Clustering table service can run asynchronously or synchronously adding a new action type called “REPLACE”, that will mark the clustering action in the Hudi metadata timeline.

Overall, there are 2 parts to clustering

  1. Scheduling clustering: Create a clustering plan using a pluggable clustering strategy.
  2. Execute clustering: Process the plan using an execution strategy to create new files and replace old files.

Scheduling clustering

Following steps are followed to schedule clustering.

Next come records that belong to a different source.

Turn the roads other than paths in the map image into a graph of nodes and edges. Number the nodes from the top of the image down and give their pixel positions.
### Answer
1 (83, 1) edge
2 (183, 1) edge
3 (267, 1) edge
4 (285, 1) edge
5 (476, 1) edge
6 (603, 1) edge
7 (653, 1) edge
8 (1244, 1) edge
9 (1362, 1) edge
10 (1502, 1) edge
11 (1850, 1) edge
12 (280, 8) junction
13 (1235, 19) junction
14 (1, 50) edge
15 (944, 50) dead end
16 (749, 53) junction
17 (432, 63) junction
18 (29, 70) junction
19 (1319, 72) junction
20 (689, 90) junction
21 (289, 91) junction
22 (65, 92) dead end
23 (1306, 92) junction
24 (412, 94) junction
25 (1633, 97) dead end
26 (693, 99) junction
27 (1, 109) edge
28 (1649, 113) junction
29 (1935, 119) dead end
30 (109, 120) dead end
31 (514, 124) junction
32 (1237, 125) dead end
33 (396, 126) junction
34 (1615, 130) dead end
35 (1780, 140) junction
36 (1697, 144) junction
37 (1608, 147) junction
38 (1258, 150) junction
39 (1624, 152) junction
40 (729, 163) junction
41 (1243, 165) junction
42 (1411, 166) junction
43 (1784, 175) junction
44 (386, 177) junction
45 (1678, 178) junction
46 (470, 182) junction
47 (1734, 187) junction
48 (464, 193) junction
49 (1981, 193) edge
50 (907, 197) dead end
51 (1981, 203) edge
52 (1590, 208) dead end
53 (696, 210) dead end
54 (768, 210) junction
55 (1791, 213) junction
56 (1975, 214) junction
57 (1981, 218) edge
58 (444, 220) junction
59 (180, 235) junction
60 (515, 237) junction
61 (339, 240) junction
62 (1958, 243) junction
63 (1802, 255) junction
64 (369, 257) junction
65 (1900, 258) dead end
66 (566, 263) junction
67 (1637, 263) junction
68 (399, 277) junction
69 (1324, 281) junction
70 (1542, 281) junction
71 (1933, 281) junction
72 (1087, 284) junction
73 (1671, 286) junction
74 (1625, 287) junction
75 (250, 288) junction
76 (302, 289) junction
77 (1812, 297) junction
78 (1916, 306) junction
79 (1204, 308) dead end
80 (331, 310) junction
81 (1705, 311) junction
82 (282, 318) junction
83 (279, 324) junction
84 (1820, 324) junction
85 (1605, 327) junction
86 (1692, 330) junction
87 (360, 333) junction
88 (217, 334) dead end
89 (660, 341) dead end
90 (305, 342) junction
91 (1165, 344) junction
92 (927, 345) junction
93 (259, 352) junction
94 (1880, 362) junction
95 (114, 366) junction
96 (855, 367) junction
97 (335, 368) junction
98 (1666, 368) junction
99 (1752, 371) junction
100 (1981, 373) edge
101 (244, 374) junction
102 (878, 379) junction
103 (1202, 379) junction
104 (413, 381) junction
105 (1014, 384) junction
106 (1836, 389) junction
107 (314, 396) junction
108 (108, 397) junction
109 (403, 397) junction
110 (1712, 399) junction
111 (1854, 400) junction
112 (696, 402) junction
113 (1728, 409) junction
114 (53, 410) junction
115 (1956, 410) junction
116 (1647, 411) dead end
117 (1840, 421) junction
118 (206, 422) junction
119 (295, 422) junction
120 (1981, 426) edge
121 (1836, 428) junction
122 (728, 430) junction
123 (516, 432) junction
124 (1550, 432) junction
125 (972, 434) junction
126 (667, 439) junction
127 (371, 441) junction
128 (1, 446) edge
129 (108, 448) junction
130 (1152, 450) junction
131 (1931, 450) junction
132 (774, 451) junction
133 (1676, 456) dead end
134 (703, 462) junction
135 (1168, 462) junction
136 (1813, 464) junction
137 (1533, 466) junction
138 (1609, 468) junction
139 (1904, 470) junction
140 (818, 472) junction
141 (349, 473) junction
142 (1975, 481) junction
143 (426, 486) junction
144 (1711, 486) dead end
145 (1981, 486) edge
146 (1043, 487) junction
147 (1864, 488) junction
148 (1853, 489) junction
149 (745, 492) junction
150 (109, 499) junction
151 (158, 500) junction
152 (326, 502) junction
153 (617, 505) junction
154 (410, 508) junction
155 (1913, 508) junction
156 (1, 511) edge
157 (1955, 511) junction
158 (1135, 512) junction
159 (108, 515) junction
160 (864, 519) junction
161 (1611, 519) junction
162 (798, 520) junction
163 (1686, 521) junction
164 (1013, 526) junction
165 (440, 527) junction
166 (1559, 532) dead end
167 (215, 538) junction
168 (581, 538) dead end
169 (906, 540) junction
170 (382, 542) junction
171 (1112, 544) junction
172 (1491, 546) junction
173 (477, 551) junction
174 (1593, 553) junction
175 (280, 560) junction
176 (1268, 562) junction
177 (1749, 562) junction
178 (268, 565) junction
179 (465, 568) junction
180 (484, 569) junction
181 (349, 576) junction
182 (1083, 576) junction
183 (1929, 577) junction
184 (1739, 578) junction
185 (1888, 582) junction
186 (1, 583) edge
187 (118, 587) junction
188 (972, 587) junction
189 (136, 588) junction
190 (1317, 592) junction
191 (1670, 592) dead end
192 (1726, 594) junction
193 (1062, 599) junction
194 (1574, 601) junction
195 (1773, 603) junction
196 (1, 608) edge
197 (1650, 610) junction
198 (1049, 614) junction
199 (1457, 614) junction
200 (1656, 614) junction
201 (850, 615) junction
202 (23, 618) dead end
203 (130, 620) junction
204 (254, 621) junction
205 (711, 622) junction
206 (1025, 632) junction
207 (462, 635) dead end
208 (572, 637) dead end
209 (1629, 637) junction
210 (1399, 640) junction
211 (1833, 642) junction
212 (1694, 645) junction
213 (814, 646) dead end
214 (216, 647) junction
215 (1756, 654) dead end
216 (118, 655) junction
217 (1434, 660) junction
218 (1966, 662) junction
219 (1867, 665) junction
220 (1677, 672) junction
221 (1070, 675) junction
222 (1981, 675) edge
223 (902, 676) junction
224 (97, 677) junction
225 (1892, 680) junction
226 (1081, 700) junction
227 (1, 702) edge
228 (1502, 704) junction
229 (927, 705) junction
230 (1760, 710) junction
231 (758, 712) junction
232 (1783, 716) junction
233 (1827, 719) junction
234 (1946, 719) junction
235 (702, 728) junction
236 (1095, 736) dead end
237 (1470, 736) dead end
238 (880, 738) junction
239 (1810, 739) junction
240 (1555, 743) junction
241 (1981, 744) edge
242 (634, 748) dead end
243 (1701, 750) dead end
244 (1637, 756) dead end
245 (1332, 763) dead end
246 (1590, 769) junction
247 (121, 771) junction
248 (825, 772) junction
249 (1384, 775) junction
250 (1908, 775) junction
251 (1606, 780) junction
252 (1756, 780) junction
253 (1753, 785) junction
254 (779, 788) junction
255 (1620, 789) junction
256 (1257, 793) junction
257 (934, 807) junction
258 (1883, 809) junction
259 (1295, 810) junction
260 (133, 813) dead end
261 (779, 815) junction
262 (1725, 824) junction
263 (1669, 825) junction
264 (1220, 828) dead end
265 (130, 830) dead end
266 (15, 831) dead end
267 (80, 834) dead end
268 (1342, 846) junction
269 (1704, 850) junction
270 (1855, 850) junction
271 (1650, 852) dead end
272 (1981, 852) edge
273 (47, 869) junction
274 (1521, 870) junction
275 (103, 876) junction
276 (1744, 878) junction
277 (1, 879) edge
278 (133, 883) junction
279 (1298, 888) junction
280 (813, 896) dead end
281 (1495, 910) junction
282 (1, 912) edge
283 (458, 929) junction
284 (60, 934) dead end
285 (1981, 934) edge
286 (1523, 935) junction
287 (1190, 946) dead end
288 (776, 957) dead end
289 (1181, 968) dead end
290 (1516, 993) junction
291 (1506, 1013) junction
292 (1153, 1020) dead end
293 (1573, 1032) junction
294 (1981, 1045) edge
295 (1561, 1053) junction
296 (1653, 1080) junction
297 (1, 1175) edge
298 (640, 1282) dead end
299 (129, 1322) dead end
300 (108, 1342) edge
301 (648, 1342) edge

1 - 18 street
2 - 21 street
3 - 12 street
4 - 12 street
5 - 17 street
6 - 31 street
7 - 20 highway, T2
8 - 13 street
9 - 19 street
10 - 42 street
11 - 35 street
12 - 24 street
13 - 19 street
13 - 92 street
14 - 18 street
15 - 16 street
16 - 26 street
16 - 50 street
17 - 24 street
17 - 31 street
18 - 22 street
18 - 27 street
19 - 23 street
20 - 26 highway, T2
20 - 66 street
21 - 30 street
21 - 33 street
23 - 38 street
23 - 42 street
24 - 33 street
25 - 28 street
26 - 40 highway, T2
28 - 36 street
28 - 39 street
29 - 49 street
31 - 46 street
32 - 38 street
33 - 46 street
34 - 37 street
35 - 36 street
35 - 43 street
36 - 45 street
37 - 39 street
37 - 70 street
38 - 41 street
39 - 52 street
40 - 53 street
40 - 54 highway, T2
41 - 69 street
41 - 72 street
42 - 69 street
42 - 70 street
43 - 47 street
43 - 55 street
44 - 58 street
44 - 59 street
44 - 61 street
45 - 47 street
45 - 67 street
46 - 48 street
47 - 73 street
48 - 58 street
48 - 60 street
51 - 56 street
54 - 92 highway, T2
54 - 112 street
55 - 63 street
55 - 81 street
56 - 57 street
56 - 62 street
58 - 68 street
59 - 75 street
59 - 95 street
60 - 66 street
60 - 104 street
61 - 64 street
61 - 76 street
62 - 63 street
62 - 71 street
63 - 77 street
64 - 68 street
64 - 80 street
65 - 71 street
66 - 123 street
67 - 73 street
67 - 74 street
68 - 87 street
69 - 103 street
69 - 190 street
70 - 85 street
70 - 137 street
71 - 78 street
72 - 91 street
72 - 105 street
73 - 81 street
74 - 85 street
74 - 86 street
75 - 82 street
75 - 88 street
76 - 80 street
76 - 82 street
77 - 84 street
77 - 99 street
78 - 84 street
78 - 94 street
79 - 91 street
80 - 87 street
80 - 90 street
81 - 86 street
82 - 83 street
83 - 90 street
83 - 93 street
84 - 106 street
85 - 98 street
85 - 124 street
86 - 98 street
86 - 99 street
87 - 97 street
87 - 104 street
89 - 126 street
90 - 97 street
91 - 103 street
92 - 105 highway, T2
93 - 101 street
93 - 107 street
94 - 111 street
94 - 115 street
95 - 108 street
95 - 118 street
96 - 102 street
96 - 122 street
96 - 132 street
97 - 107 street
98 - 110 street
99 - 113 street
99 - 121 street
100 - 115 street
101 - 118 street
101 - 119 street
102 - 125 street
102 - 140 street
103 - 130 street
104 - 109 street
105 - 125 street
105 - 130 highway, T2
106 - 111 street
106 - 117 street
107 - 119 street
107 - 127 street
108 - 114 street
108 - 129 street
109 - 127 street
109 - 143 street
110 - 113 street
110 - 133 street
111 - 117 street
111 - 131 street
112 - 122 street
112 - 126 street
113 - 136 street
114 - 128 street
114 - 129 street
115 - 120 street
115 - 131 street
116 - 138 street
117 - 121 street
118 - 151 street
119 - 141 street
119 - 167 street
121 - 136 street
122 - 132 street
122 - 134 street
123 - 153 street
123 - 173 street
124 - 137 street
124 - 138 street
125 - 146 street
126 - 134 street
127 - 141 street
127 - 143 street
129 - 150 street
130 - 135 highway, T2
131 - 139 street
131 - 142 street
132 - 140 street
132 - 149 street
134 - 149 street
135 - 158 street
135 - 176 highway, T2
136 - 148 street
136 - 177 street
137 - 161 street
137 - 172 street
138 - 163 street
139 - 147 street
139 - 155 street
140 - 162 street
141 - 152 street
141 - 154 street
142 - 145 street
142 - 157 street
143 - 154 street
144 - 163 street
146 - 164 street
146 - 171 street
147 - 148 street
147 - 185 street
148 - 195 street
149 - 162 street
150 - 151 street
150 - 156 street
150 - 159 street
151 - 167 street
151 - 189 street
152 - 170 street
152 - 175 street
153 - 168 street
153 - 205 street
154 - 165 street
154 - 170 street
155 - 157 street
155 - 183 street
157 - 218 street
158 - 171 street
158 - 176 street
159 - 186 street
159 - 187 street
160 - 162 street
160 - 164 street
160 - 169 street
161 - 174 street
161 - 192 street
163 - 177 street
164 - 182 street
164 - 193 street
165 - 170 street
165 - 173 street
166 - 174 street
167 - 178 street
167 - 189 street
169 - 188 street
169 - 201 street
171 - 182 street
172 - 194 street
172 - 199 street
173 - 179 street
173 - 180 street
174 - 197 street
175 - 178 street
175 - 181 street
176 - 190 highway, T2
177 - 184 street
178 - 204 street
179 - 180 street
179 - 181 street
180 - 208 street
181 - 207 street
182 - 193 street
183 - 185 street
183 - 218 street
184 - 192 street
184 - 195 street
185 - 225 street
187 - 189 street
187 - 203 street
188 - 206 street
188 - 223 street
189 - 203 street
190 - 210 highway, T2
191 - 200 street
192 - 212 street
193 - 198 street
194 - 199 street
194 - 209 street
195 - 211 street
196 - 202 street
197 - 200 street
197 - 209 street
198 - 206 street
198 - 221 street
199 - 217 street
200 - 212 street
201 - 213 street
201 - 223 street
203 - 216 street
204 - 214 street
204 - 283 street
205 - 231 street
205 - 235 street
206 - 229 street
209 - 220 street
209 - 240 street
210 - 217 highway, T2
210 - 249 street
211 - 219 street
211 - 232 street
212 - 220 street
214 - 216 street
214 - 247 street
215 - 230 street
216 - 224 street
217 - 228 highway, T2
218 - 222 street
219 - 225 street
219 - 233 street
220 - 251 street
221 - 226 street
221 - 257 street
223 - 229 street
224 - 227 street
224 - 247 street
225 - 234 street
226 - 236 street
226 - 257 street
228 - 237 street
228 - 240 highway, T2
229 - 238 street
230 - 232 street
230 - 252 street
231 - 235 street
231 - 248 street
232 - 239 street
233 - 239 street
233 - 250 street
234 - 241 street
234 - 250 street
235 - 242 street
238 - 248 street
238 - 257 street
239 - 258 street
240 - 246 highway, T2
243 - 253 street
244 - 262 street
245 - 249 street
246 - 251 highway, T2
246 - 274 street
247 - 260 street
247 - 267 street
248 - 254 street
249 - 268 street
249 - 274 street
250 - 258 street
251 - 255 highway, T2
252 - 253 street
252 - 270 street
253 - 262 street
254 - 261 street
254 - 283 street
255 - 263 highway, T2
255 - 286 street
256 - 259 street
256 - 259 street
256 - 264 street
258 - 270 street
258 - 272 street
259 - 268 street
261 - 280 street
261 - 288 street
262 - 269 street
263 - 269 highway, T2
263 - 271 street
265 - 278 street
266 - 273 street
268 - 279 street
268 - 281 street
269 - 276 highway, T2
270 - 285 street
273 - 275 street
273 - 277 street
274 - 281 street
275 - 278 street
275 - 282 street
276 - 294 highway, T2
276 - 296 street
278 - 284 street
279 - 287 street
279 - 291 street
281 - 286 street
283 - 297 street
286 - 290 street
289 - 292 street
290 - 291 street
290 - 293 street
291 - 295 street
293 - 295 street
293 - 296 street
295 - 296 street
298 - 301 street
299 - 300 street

  1. Identify files that are eligible for clustering: Depending on the clustering strategy chosen, the scheduling logic will identify the files eligible for clustering.
  2. Group files that are eligible for clustering based on specific criteria. Each group is expected to have data size in multiples of ‘targetFileSize’. Grouping is done as part of ‘strategy’ defined in the plan. Additionally, there is an option to put a cap on group size to improve parallelism and avoid shuffling large amounts of data.
  3. Finally, the clustering plan is saved to the timeline in an avro metadata format.

Running clustering

  1. Read the clustering plan and get the ‘clusteringGroups’ that mark the file groups that need to be clustered.
  2. For each group, we instantiate appropriate strategy class with strategyParams (example: sortColumns) and apply that strategy to rewrite the data.
  3. Create a “REPLACE” commit and update the metadata in HoodieReplaceCommitMetadata.

Clustering Service builds on Hudi’s MVCC based design to allow for writers to continue to insert new data while clustering action runs in the background to reformat data layout, ensuring snapshot isolation between concurrent readers and writers.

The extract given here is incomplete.